Above the juggler, providers hold up a philosophy scroll.  A doctor proudly stands in the center.  To the right, a nurse or tech faces away holding up an end of the parchment.  On the left side, an informatics professional types away while balancing the sheet on her head.  The plumbing from the right side of the panel becomes an old-fashioned dip style pen.  And these words are written in cursive: “I wrote a white paper.  I wrote a white paper…” These words a cascade down the page like some academic Jack Torrance.   Again and again, as the speakers spoke I would hear about the papers they had written.  These papers seemed to be the passport to speak in such an august setting.  And I sadly thought of all the patients who would never write a white paper, but had such important things to say.
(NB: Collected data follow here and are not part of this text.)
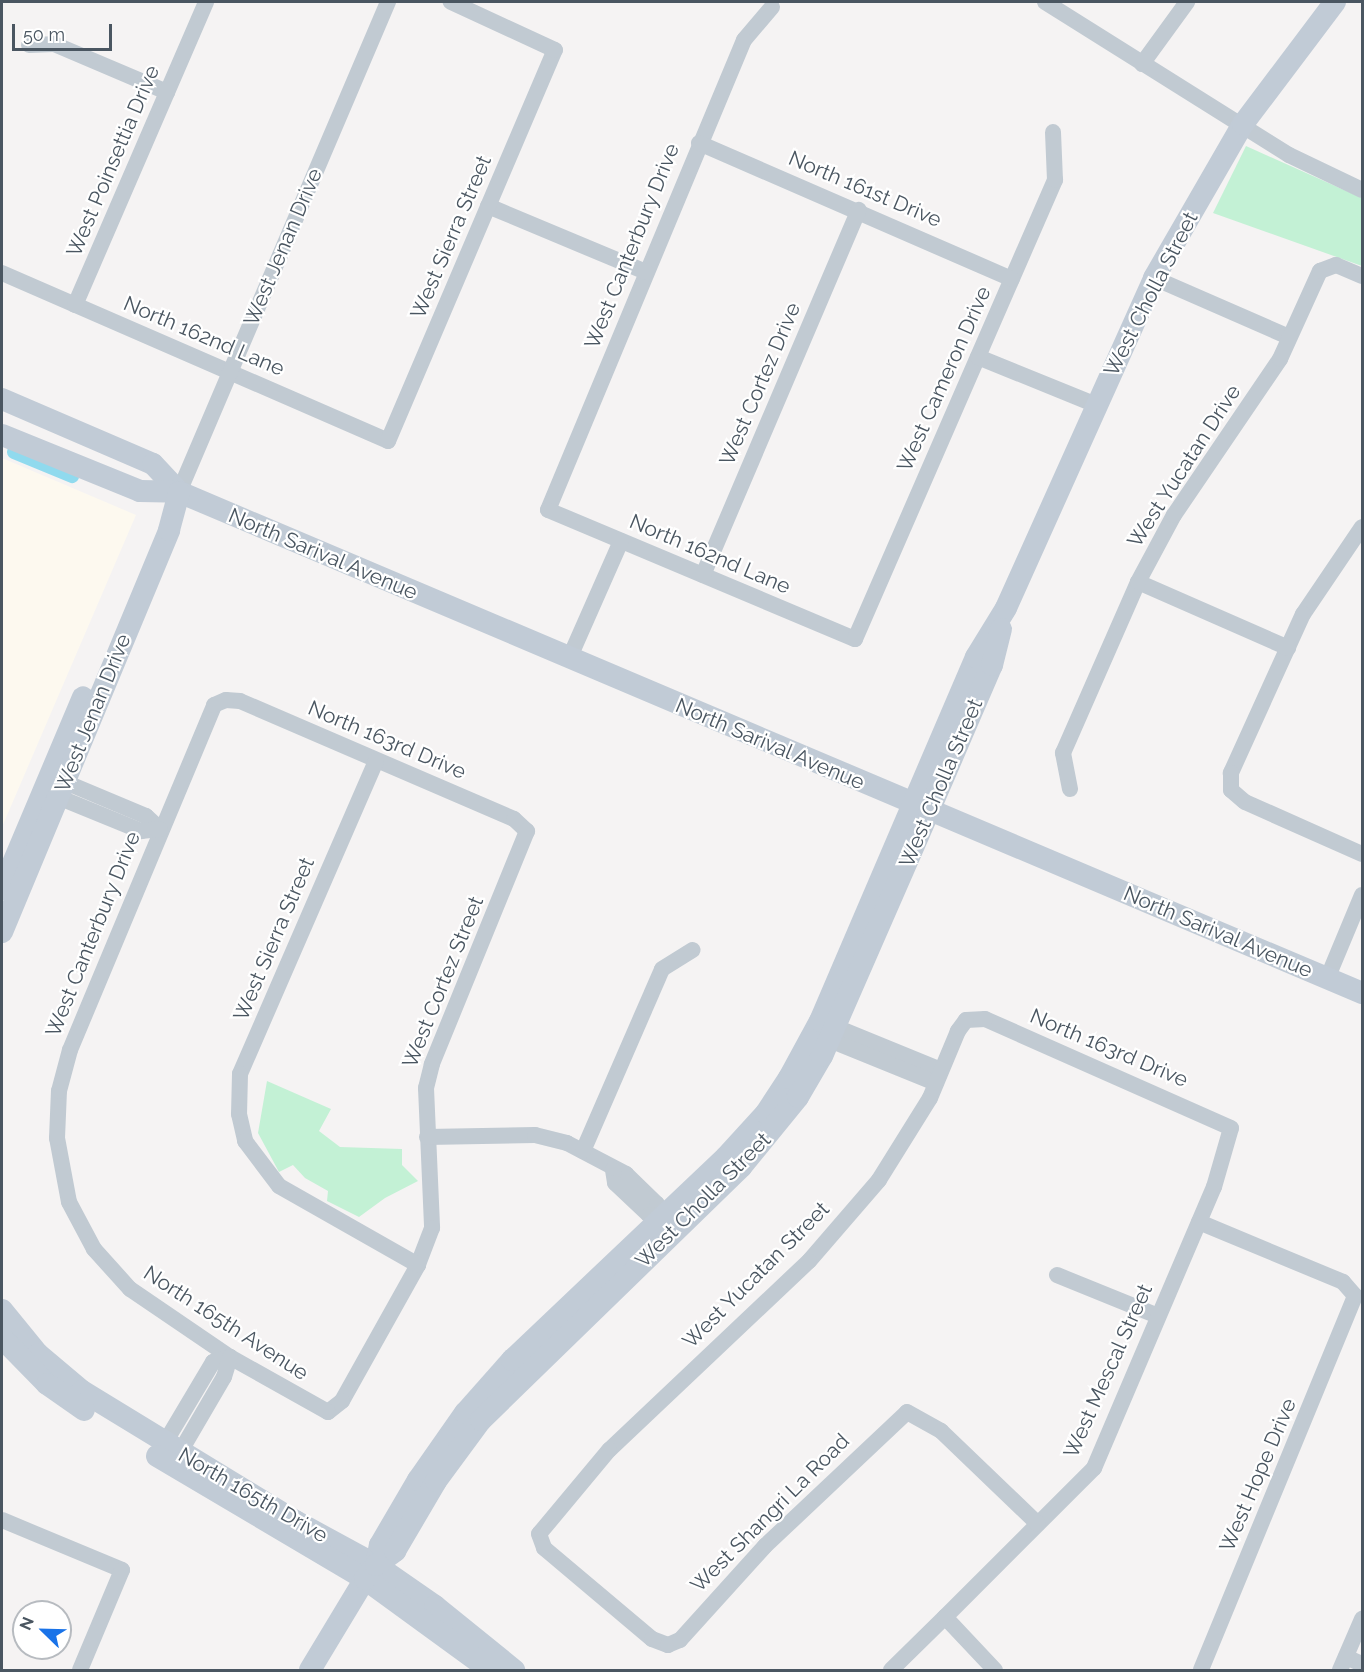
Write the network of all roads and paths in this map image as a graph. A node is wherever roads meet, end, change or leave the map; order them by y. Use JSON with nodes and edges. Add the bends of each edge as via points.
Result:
{"nodes":[{"id":1,"x":206,"y":2,"type":"edge"},
{"id":2,"x":388,"y":2,"type":"edge"},
{"id":3,"x":451,"y":2,"type":"edge"},
{"id":4,"x":1045,"y":2,"type":"edge"},
{"id":5,"x":1187,"y":2,"type":"edge"},
{"id":6,"x":1335,"y":2,"type":"edge"},
{"id":7,"x":772,"y":7,"type":"dead end"},
{"id":8,"x":29,"y":45,"type":"dead end"},
{"id":9,"x":1142,"y":64,"type":"junction"},
{"id":10,"x":167,"y":92,"type":"junction"},
{"id":11,"x":1243,"y":124,"type":"junction"},
{"id":12,"x":1053,"y":132,"type":"dead end"},
{"id":13,"x":699,"y":143,"type":"junction"},
{"id":14,"x":1362,"y":190,"type":"edge"},
{"id":15,"x":488,"y":206,"type":"junction"},
{"id":16,"x":859,"y":210,"type":"junction"},
{"id":17,"x":646,"y":272,"type":"junction"},
{"id":18,"x":2,"y":273,"type":"edge"},
{"id":19,"x":1362,"y":276,"type":"edge"},
{"id":20,"x":1154,"y":278,"type":"junction"},
{"id":21,"x":1012,"y":279,"type":"junction"},
{"id":22,"x":75,"y":305,"type":"junction"},
{"id":23,"x":1289,"y":337,"type":"junction"},
{"id":24,"x":978,"y":357,"type":"junction"},
{"id":25,"x":229,"y":372,"type":"junction"},
{"id":26,"x":5,"y":405,"type":"edge"},
{"id":27,"x":1096,"y":405,"type":"junction"},
{"id":28,"x":2,"y":435,"type":"edge"},
{"id":29,"x":388,"y":441,"type":"joint"},
{"id":30,"x":179,"y":492,"type":"junction"},
{"id":31,"x":548,"y":510,"type":"joint"},
{"id":32,"x":1362,"y":527,"type":"edge"},
{"id":33,"x":621,"y":541,"type":"junction"},
{"id":34,"x":702,"y":575,"type":"junction"},
{"id":35,"x":1138,"y":582,"type":"junction"},
{"id":36,"x":855,"y":639,"type":"joint"},
{"id":37,"x":1288,"y":648,"type":"junction"},
{"id":38,"x":570,"y":659,"type":"junction"},
{"id":39,"x":226,"y":700,"type":"joint"},
{"id":40,"x":376,"y":761,"type":"junction"},
{"id":41,"x":57,"y":788,"type":"junction"},
{"id":42,"x":1070,"y":789,"type":"dead end"},
{"id":43,"x":920,"y":807,"type":"junction"},
{"id":44,"x":160,"y":829,"type":"junction"},
{"id":45,"x":527,"y":831,"type":"joint"},
{"id":46,"x":1362,"y":854,"type":"edge"},
{"id":47,"x":2,"y":889,"type":"edge"},
{"id":48,"x":1362,"y":895,"type":"edge"},
{"id":49,"x":2,"y":932,"type":"edge"},
{"id":50,"x":693,"y":950,"type":"dead end"},
{"id":51,"x":1327,"y":979,"type":"junction"},
{"id":52,"x":1362,"y":993,"type":"edge"},
{"id":53,"x":966,"y":1020,"type":"joint"},
{"id":54,"x":825,"y":1030,"type":"junction"},
{"id":55,"x":939,"y":1077,"type":"junction"},
{"id":56,"x":1231,"y":1128,"type":"joint"},
{"id":57,"x":427,"y":1137,"type":"junction"},
{"id":58,"x":583,"y":1150,"type":"junction"},
{"id":59,"x":69,"y":1202,"type":"joint"},
{"id":60,"x":1199,"y":1222,"type":"junction"},
{"id":61,"x":668,"y":1224,"type":"junction"},
{"id":62,"x":418,"y":1265,"type":"junction"},
{"id":63,"x":1057,"y":1275,"type":"dead end"},
{"id":64,"x":2,"y":1311,"type":"edge"},
{"id":65,"x":1158,"y":1316,"type":"junction"},
{"id":66,"x":2,"y":1338,"type":"edge"},
{"id":67,"x":230,"y":1357,"type":"junction"},
{"id":68,"x":328,"y":1412,"type":"joint"},
{"id":69,"x":169,"y":1454,"type":"junction"},
{"id":70,"x":2,"y":1520,"type":"edge"},
{"id":71,"x":1038,"y":1524,"type":"junction"},
{"id":72,"x":371,"y":1572,"type":"junction"},
{"id":73,"x":945,"y":1617,"type":"junction"},
{"id":74,"x":1362,"y":1619,"type":"edge"},
{"id":75,"x":668,"y":1645,"type":"joint"},
{"id":76,"x":1343,"y":1664,"type":"edge"},
{"id":77,"x":1362,"y":1664,"type":"edge"},
{"id":78,"x":80,"y":1671,"type":"edge"},
{"id":79,"x":309,"y":1671,"type":"edge"},
{"id":80,"x":490,"y":1671,"type":"edge"},
{"id":81,"x":514,"y":1671,"type":"edge"},
{"id":82,"x":891,"y":1671,"type":"edge"},
{"id":83,"x":995,"y":1671,"type":"edge"},
{"id":84,"x":1201,"y":1671,"type":"edge"}],
"edges":[{"from":1,"to":10,"type":"street","name":"West Poinsettia Drive"},
{"from":2,"to":25,"type":"street","name":"West Jenan Drive"},
{"from":3,"to":15,"type":"street","name":"West Sierra Street","via":[[555,50]]},
{"from":4,"to":9,"type":"street"},
{"from":5,"to":9,"type":"street"},
{"from":6,"to":11,"type":"street","name":"West Cholla Street"},
{"from":7,"to":13,"type":"street","name":"West Canterbury Drive","via":[[744,40]]},
{"from":8,"to":10,"type":"street","via":[[54,44]]},
{"from":9,"to":11,"type":"street"},
{"from":10,"to":22,"type":"street","name":"West Poinsettia Drive"},
{"from":11,"to":14,"type":"street","via":[[1289,155]]},
{"from":11,"to":20,"type":"street","name":"West Cholla Street"},
{"from":12,"to":21,"type":"street","name":"West Cameron Drive","via":[[1055,180]]},
{"from":13,"to":16,"type":"street","name":"North 161st Drive"},
{"from":13,"to":17,"type":"street","name":"West Canterbury Drive"},
{"from":15,"to":17,"type":"street"},
{"from":15,"to":29,"type":"street","name":"West Sierra Street"},
{"from":16,"to":21,"type":"street","name":"North 161st Drive"},
{"from":16,"to":34,"type":"street","name":"West Cortez Drive"},
{"from":17,"to":31,"type":"street","name":"West Canterbury Drive"},
{"from":18,"to":22,"type":"street","name":"North 162nd Lane"},
{"from":19,"to":23,"type":"street","name":"West Yucatan Drive","via":[[1336,265],[1320,271]]},
{"from":20,"to":23,"type":"street"},
{"from":20,"to":27,"type":"street","name":"West Cholla Street"},
{"from":21,"to":24,"type":"street","name":"West Cameron Drive"},
{"from":22,"to":25,"type":"street","name":"North 162nd Lane"},
{"from":23,"to":35,"type":"street","name":"West Yucatan Drive","via":[[1280,359],[1174,515]]},
{"from":24,"to":27,"type":"street"},
{"from":24,"to":36,"type":"street","name":"West Cameron Drive"},
{"from":25,"to":29,"type":"street","name":"North 162nd Lane"},
{"from":25,"to":30,"type":"street","name":"West Jenan Drive"},
{"from":26,"to":30,"type":"street","name":"North Sarival Avenue","via":[[153,464]]},
{"from":27,"to":43,"type":"street","name":"West Cholla Street","via":[[1006,608],[992,665]]},
{"from":28,"to":30,"type":"street","name":"North Sarival Avenue","via":[[140,491]]},
{"from":30,"to":38,"type":"street","name":"North Sarival Avenue"},
{"from":30,"to":41,"type":"street","name":"West Jenan Drive","via":[[169,530]]},
{"from":31,"to":33,"type":"street","name":"North 162nd Lane"},
{"from":32,"to":37,"type":"street","via":[[1303,614]]},
{"from":33,"to":34,"type":"street","name":"North 162nd Lane"},
{"from":33,"to":38,"type":"street"},
{"from":34,"to":36,"type":"street","name":"North 162nd Lane"},
{"from":35,"to":37,"type":"street"},
{"from":35,"to":42,"type":"street","name":"West Yucatan Drive","via":[[1064,753]]},
{"from":37,"to":46,"type":"street","via":[[1231,773],[1231,790],[1245,802]]},
{"from":38,"to":43,"type":"street","name":"North Sarival Avenue"},
{"from":39,"to":40,"type":"street","name":"North 163rd Drive","via":[[240,701]]},
{"from":39,"to":44,"type":"street","name":"West Canterbury Drive","via":[[214,705]]},
{"from":40,"to":45,"type":"street","name":"North 163rd Drive","via":[[514,819]]},
{"from":40,"to":62,"type":"street","name":"West Sierra Street","via":[[240,1074],[240,1114],[245,1141],[279,1186]]},
{"from":41,"to":44,"type":"street","via":[[141,831]]},
{"from":41,"to":47,"type":"street","name":"West Jenan Drive"},
{"from":41,"to":49,"type":"street","name":"West Jenan Drive"},
{"from":43,"to":51,"type":"street","name":"North Sarival Avenue"},
{"from":43,"to":54,"type":"street","name":"West Cholla Street"},
{"from":44,"to":59,"type":"street","name":"West Canterbury Drive","via":[[70,1050],[59,1091],[57,1138]]},
{"from":45,"to":57,"type":"street","name":"West Cortez Street","via":[[432,1064],[426,1088]]},
{"from":48,"to":51,"type":"street"},
{"from":50,"to":58,"type":"street","via":[[662,969]]},
{"from":51,"to":52,"type":"street","name":"North Sarival Avenue"},
{"from":53,"to":55,"type":"street","name":"West Yucatan Street"},
{"from":53,"to":56,"type":"street","name":"North 163rd Drive","via":[[985,1019]]},
{"from":54,"to":55,"type":"street"},
{"from":54,"to":61,"type":"street","name":"West Cholla Street","via":[[766,1113]]},
{"from":55,"to":75,"type":"street","name":"West Yucatan Street","via":[[892,1164],[809,1261],[609,1450],[538,1534],[544,1548],[652,1639]]},
{"from":56,"to":60,"type":"street","name":"West Mescal Street"},
{"from":57,"to":58,"type":"street","via":[[535,1135]]},
{"from":57,"to":62,"type":"street","name":"West Cortez Street","via":[[432,1228]]},
{"from":58,"to":61,"type":"street","via":[[613,1170],[615,1183],[649,1215]]},
{"from":59,"to":67,"type":"street","name":"North 165th Avenue","via":[[94,1249],[130,1289]]},
{"from":60,"to":65,"type":"street","name":"West Mescal Street"},
{"from":60,"to":84,"type":"street","name":"West Hope Drive","via":[[1343,1282],[1355,1296]]},
{"from":61,"to":72,"type":"street","name":"West Cholla Street","via":[[481,1420],[449,1462],[395,1551]]},
{"from":62,"to":68,"type":"street","name":"West Cortez Street","via":[[342,1401]]},
{"from":63,"to":65,"type":"street"},
{"from":64,"to":69,"type":"street","name":"North 165th Drive","via":[[56,1371]]},
{"from":65,"to":71,"type":"street","name":"West Mescal Street","via":[[1094,1468]]},
{"from":66,"to":69,"type":"street","via":[[47,1384],[93,1417]]},
{"from":67,"to":68,"type":"street","name":"North 165th Avenue"},
{"from":67,"to":69,"type":"street","via":[[224,1377]]},
{"from":69,"to":72,"type":"street","name":"North 165th Drive"},
{"from":70,"to":78,"type":"street","via":[[122,1570]]},
{"from":71,"to":73,"type":"street","name":"West Mescal Street"},
{"from":71,"to":75,"type":"street","name":"West Shangri La Road","via":[[941,1431],[907,1412],[765,1546],[680,1641]]},
{"from":72,"to":79,"type":"street","name":"West Cholla Street"},
{"from":72,"to":80,"type":"street","name":"North 165th Drive"},
{"from":72,"to":81,"type":"street","name":"North 165th Drive","via":[[435,1606]]},
{"from":73,"to":82,"type":"street","name":"West Mescal Street"},
{"from":73,"to":83,"type":"street"},
{"from":74,"to":76,"type":"street"},
{"from":76,"to":77,"type":"street"}]}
Painting at Health Affairs
We had a break at 10:45, and I saw via email that Ilene was trying to get a question asked during Q&A.  I too had raised my hand for a question, but they had been taking few from the audience.  After the break and during the Q&A of the next session, the moderator mentioned that she would like for Ilene to get a chance to speak and ask her question.  Ilene asked what ways were the panel members involving patients directly in bridging the care chasm.  In response, one panelist mentioned that they were now involving patients in all their hospital panels.  This was the first time patients were referred to as a team member and not as a participant who needed to have better compliance.
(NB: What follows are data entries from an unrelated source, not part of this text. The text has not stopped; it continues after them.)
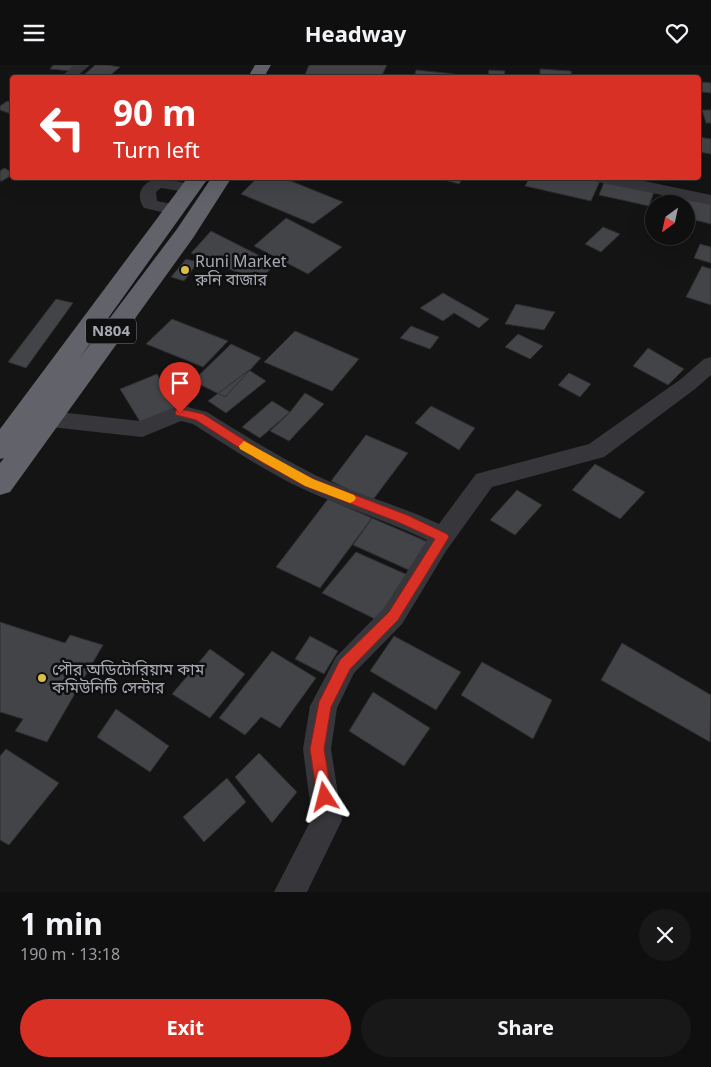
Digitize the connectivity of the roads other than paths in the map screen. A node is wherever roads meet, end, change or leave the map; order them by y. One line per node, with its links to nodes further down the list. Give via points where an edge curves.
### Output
1 (83, 65): 2 (street)
2 (70, 75)
3 (613, 180): 5 (street)
4 (205, 182): 6 (highway, N804); 6 (street, via 158,183 148,190 150,204); 8 (highway, N804)
5 (711, 200)
6 (176, 210): 7 (highway, N804)
7 (161, 229): 8 (highway); 10 (highway, N804)
8 (185, 233): 10 (highway, N804)
9 (711, 364): 13 (street, via 596,451 484,481)
10 (36, 417): 11 (highway, N804); 12 (highway, N804); 13 (street, via 142,429 180,413 199,417 309,483 403,518)
11 (0, 449)
12 (0, 484)
13 (443, 537): 14 (street, via 393,616 345,665 324,706 317,749 327,820)
14 (290, 892)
 After 12:20, the session was running over, but the sun rose on this painting.  At this point the panel “Where Do We Go From Here? “ began.  I wondered if they had any idea about the Buffy song of the same title.  That is the song we used to dedicate the mural 73 Cents.   That is the song I am singing on the NPR broadcast of November 9, 2009.   My answer to the question was simple.  Patients and caregivers must have access to their own information and must spread the word about the need to treat patients with dignity and respect using every form of social media.
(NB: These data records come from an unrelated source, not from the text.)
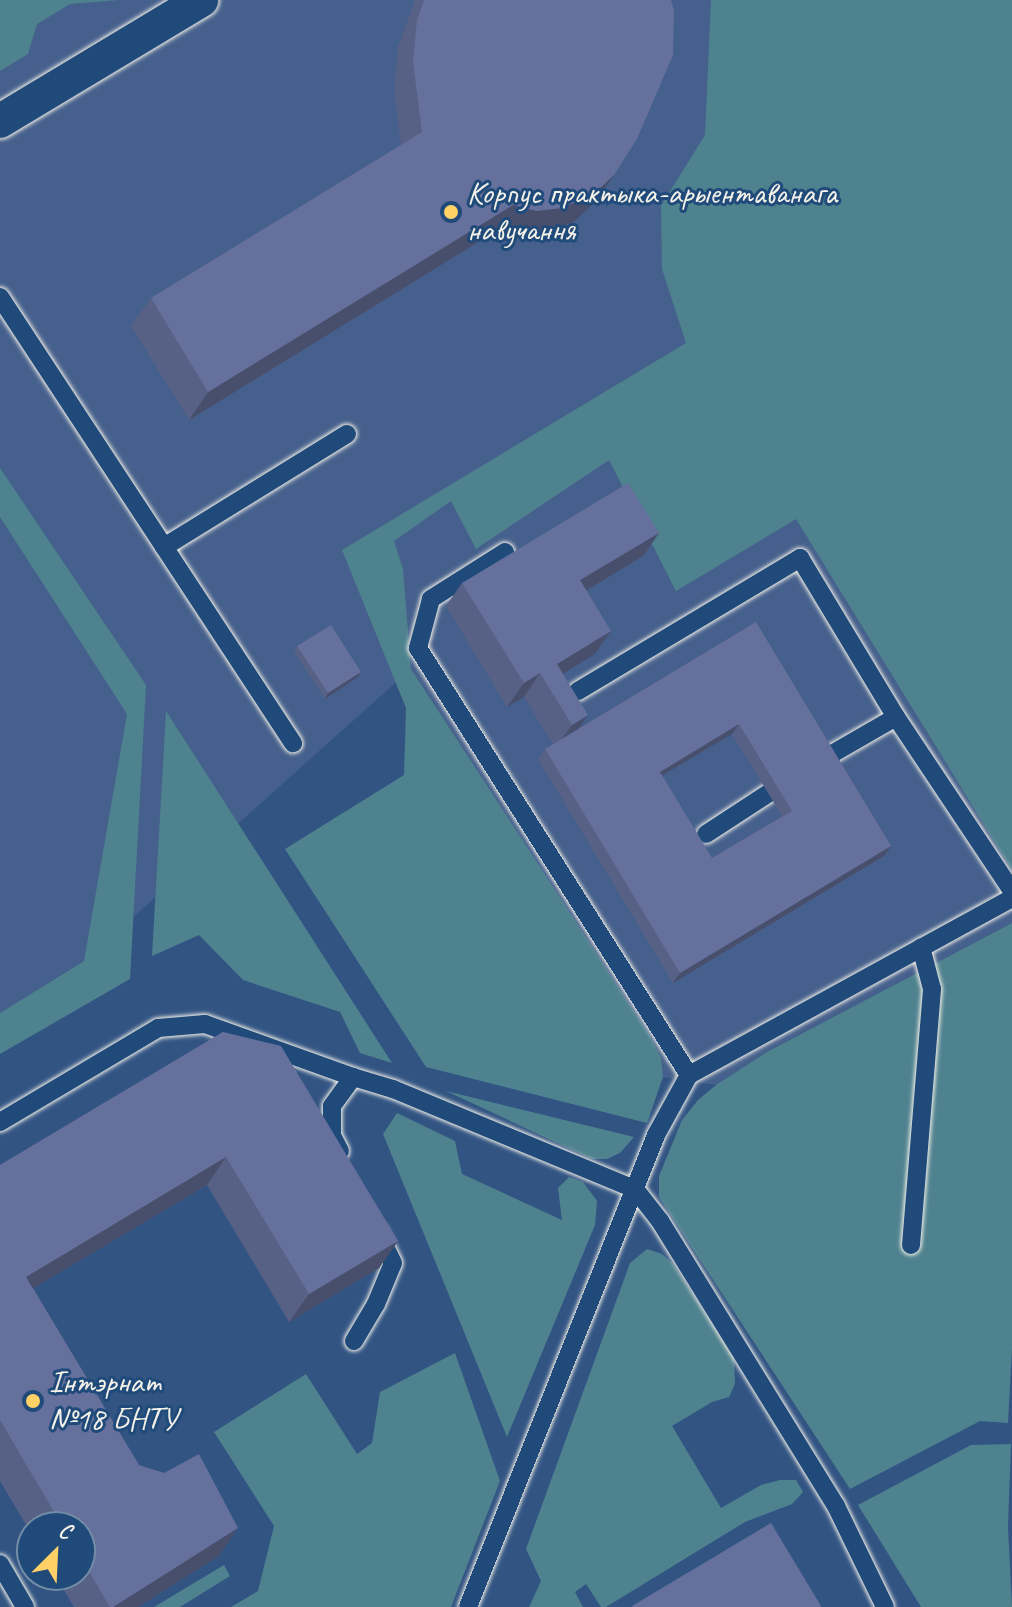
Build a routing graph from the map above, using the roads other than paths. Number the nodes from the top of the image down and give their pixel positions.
1 (189, 3) edge
2 (0, 121) edge
3 (0, 297) edge
4 (347, 434) dead end
5 (164, 547) junction
6 (505, 552) dead end
7 (578, 691) edge
8 (896, 717) junction
9 (293, 743) dead end
10 (825, 758) edge
11 (769, 793) edge
12 (706, 834) dead end
13 (1012, 891) edge
14 (1012, 898) edge
15 (921, 947) junction
16 (689, 1075) junction
17 (353, 1077) junction
18 (0, 1122) edge
19 (346, 1164) edge
20 (635, 1189) junction
21 (372, 1221) edge
22 (911, 1245) dead end
23 (354, 1341) dead end
24 (0, 1564) edge
25 (25, 1607) edge
26 (468, 1607) edge
27 (885, 1607) edge

1 - 2 street
3 - 5 lane
4 - 5 lane
5 - 9 lane
6 - 16 lane
7 - 8 lane
8 - 10 lane
8 - 13 lane
11 - 12 lane
14 - 15 lane
15 - 16 lane
15 - 22 lane
16 - 20 lane
17 - 18 lane
17 - 19 lane
17 - 20 lane
20 - 26 lane
20 - 27 lane
21 - 23 lane
24 - 25 lane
Soon Peter J. Provonost from John Hopkins University began to speak. Finally, we saw a picture of a patient. He showed the picture of a baby.   Her smiling face reminded me of the Teletubbies.  As any parent who once had an 18 month old can tell you, babies are just mesmerized by the Teletubbies and the golden sun with a baby’s face.  Oh, how it giggles and they giggle and the room fills with joy.  So there is a painting of the sun in this piece.  And that sun is also a clock that marks the time that the smiling face of Josie King stared out at us twelve feet tall upon the screen.
Painting at Health Affairs
I was sad and angry, because by this point so many people had left.  Josie’s face should have been the first slide.  This panel should have been the first panel.  That would have centered this day and this event.   And that speaker that Trisha fought so hard to have included should not have been the last to speak.  Finally after the room cleared, I was the last to leave the hall as the hotel staff cleaned the room of the remains of breakfast.   

Patients had been left for the end, and it seemed like an afterthought.